10 x 10
By Haig Beck & Jackie Cooper
10 x 10 is a unique document of current architecture: 10 architecture critics, curators, educators, writers and practising architects, have each singled out 10 of the most exceptional emerging architects practising today.
Intended to be a truly global presentation, many of the architects have yet to gain recognition worldwide, while others include those who have achieved international acclaim for their work over the last five years. 10 x 10 also includes one essay by each critic which examines the theoretical and practical issues facing architects today.
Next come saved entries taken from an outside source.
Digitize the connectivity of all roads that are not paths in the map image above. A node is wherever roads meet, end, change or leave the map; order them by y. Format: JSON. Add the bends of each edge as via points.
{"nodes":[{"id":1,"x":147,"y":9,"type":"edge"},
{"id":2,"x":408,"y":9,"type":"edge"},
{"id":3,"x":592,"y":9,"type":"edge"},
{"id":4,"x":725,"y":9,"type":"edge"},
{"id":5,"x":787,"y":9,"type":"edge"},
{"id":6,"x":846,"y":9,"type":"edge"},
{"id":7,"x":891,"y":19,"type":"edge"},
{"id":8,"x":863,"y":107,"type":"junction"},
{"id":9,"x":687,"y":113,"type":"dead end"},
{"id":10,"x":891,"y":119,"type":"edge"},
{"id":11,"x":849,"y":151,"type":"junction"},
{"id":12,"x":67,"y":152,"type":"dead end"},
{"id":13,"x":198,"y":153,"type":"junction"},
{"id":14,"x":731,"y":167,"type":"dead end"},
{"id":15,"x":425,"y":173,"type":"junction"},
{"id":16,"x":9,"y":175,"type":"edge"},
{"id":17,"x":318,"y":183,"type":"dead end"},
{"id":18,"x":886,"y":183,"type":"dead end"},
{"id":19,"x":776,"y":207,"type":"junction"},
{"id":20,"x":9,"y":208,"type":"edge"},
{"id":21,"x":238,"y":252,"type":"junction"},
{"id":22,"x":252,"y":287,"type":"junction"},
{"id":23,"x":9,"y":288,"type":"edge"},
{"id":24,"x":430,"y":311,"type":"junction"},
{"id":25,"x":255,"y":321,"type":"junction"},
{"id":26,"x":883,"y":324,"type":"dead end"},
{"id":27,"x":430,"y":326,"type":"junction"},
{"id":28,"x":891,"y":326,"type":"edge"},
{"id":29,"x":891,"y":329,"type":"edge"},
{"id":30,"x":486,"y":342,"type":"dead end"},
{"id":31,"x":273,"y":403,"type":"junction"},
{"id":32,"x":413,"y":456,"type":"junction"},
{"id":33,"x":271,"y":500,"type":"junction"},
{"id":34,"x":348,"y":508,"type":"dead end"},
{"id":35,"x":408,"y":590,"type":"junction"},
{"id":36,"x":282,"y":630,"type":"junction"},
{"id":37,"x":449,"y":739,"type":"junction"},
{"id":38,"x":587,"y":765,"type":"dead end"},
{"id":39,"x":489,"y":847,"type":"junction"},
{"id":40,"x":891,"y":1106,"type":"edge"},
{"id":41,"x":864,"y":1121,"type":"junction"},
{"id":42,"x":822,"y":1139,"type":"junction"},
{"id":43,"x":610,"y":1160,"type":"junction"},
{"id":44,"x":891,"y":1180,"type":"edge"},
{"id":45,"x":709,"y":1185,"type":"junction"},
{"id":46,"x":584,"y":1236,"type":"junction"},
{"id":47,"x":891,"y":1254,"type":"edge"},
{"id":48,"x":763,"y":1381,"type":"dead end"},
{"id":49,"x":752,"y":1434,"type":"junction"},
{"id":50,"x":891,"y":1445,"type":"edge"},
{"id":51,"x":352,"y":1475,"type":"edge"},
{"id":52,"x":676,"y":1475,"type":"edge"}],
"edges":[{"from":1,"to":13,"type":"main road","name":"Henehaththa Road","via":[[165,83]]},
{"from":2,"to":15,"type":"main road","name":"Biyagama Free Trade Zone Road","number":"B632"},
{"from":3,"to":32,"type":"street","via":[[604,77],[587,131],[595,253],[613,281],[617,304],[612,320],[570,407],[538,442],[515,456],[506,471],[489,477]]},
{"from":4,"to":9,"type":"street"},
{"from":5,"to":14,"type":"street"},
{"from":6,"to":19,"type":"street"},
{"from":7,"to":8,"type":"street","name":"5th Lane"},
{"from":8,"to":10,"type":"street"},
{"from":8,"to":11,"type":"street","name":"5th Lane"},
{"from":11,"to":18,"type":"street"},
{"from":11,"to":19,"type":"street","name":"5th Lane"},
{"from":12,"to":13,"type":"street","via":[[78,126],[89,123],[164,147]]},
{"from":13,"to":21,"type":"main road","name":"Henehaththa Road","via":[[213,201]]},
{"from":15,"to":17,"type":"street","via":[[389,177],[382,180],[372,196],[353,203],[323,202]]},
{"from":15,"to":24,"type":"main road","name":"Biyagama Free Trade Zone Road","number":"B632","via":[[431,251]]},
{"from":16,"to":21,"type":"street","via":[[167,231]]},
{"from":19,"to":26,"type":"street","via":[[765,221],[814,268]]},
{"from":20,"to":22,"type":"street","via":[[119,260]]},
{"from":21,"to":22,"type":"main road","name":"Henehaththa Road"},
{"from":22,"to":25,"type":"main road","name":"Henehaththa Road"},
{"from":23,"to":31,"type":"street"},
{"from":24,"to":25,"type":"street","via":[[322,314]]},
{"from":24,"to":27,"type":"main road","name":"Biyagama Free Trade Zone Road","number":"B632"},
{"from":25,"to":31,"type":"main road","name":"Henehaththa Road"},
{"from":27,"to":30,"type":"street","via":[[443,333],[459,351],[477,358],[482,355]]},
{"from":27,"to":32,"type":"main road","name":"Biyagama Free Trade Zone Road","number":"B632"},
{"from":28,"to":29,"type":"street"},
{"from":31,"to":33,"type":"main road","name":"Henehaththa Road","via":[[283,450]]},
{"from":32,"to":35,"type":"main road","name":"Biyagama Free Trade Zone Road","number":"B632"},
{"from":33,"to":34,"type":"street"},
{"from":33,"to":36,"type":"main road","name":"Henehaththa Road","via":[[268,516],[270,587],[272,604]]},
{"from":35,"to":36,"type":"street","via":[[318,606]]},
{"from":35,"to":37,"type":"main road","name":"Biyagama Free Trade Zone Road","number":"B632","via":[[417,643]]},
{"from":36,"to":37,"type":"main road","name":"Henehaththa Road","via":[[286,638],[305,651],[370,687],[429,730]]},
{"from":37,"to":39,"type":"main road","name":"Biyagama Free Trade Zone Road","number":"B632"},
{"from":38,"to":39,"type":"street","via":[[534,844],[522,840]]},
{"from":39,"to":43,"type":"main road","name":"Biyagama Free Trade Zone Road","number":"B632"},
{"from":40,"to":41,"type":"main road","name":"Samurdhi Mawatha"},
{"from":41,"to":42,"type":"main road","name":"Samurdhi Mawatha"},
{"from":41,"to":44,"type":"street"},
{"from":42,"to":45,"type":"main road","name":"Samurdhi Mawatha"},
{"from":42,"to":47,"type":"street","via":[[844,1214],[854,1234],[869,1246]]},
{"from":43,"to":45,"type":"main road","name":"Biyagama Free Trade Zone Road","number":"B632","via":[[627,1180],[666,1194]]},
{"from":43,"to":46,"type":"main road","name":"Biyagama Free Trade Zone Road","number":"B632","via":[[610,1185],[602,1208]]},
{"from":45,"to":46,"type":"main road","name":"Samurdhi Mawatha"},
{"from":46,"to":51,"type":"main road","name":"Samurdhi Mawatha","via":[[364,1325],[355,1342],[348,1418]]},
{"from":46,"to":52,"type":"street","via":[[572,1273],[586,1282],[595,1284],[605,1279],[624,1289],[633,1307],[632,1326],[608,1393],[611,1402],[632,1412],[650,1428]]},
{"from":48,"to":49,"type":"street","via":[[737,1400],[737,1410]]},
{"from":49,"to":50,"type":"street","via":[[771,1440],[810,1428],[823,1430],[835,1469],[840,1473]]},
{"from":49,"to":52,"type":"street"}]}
Photo: Luis Fereira Alves. Souto de Moura, Oporto, Portugal. Moledo House (1991 - 98). Portugal
Souto de Moura seeks to create architecture without artifice, with the naturalness and ease found in vernacular architecture and traditional typologies. Characteristically, his works are simple, serene forms which emphasize their sensual materiality. Rough granite walls contrast the insubstantiality of glass doors held in slender metal frames./ Tom Heneghan
Photo: Remco Bruggink. UNStudio Van Berkel + Bos. Amsterdam, The Netherlands. Museum Het Valkhof (1995 - 98). Nijmegen, The Netherlands.
The work of Van Berkel and his collaborators are producing can be seen as both a renewed adherence to the spirit of modernity as well as a response to its failures. Van Berkel's goal is to penetrate forms of objects and systems to understand the embedded meanings and often unseen mechanisms. His work assures that architecture can provide its own response to the next century./Terence Riley

Photo: Hiroyuki Hirai. Shigeru Ban, Tokyo. Paper Dome (1998). Gifu, Japan. Workshop and storage facilities for a building contractor.
Shigeru Ban has developed new techniques and methods for constructing buildings out of paper tubes. His projects have explored the spatial, formal, haptic and functional qualities of these structures, as well as environmental aspects - tubes made from recycled paper as a response to damage caused by deforestation./ Mohsen Mostafavi

Photo: San Millen. Soriano + Asociados, Madrid. Congress and Concert Hall (1992 - 99). Bilbao, Spain.
The work of Federico Soriano and Dolores Palacios is an ongoing reflection of contemporary phenomena which they set out to assimilate and redirect towards realization. One by one, the axioms of conventional architecture practice are dissected in a "multimedia" interpretation of architecture./Jaime Salazar
Photo: John Gollings. Denton Corker Marshall, Melbourne. Melbourne Exhibition Centre (1996). Melbourne, Australia.
The objective of architecture for five thousand years has been to expressively resist gravity. Denton, Corker Marshall attempts to go beyond this and push the limits of what architecture is - to the point where it becomes expressive not of programme and scale but of something else; it speaks of sculpture more than architecture and escapes, rather than defies, gravity./Haig Beck and Jackie Cooper

Photo: Luis Gordoa. TEN Arquitectos. Mexico City. The Centre for Dramatic Art (1994). Mexico City, Mexico
/Jorge GlusbergThe work of the Mexican architects Enrique Norten and Bernardo Gómez-Pimienta stands out for its unconventional solutions. At the same time their work never ignores the need to respond to and enrich the urban surroundings.
The Centre for Dramatic Art is characterized by transformation and movement. The roof of the building can be read in two ways; from the town-planning point of view, it has the scale and degree of abstraction to be understood from a distance and from a moving object, but locally it is an element beneath which the different volumes and planes, defined by marble wood and glass, apparent concrete and natural stone interact, compliment and contradict one another.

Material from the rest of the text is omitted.